──────── Input for this task ────────

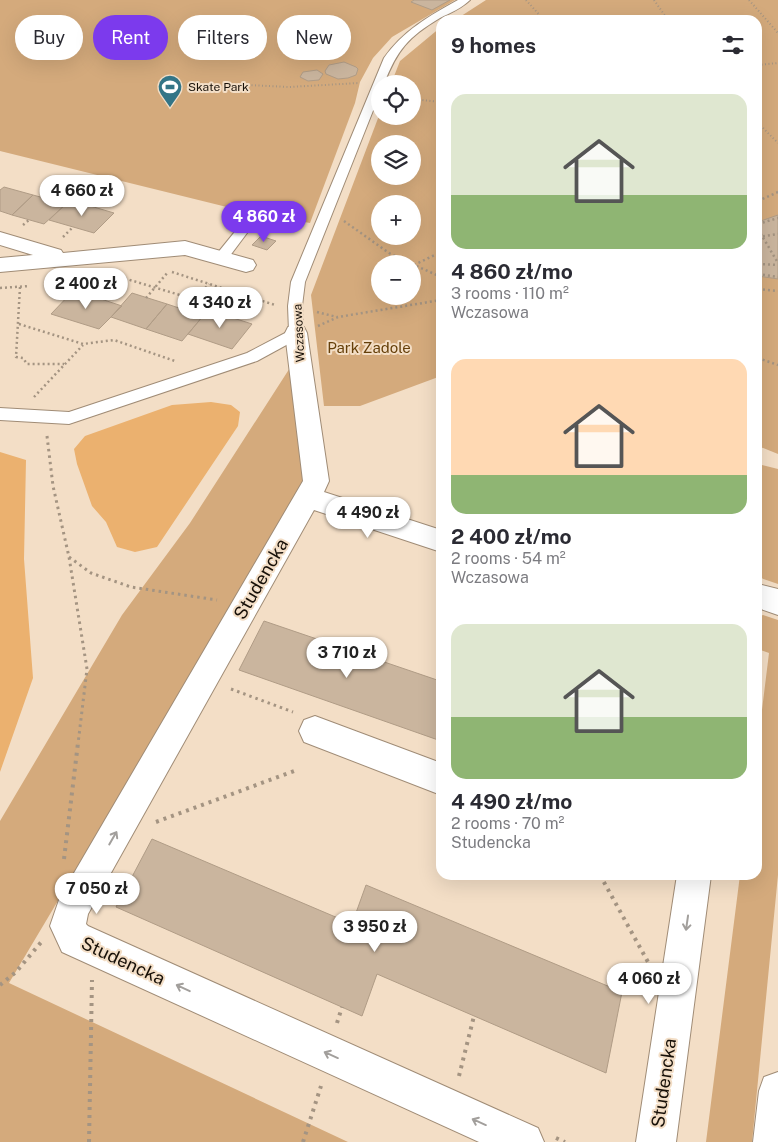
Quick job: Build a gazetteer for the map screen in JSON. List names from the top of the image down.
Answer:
{
  "streets": {
    "street": ["Wczasowa", "Studencka"]
  },
  "crossings": [
    ["Wczasowa", "Studencka"]
  ],
  "parks": ["Park Zadole"],
  "places": {
    "sports": ["Skate Park"]
  },
  "page": {
    "chip": [
      "Buy",
      "Rent",
      "Filters",
      "New"
    ],
    "heading": "9 homes",
    "map_buttons": ["+", "−"],
    "list": [
      {
        "name": "4 860 zł/mo",
        "note": "3 rooms · 110 m² · Wczasowa"
      },
      {
        "name": "2 400 zł/mo",
        "note": "2 rooms · 54 m² · Wczasowa"
      },
      {
        "name": "4 490 zł/mo",
        "note": "2 rooms · 70 m² · Studencka"
      }
    ],
    "price": [
      "4 660 zł",
      "4 860 zł",
      "2 400 zł",
      "4 340 zł",
      "4 490 zł",
      "3 710 zł",
      "7 050 zł",
      "3 950 zł",
      "4 060 zł"
    ]
  }
}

────────

> [What to do]: Copy all lines of the preceding data that hold the word "rooms".

> [Solution below]:
        "note": "3 rooms · 110 m² · Wczasowa"
        "note": "2 rooms · 54 m² · Wczasowa"
        "note": "2 rooms · 70 m² · Studencka"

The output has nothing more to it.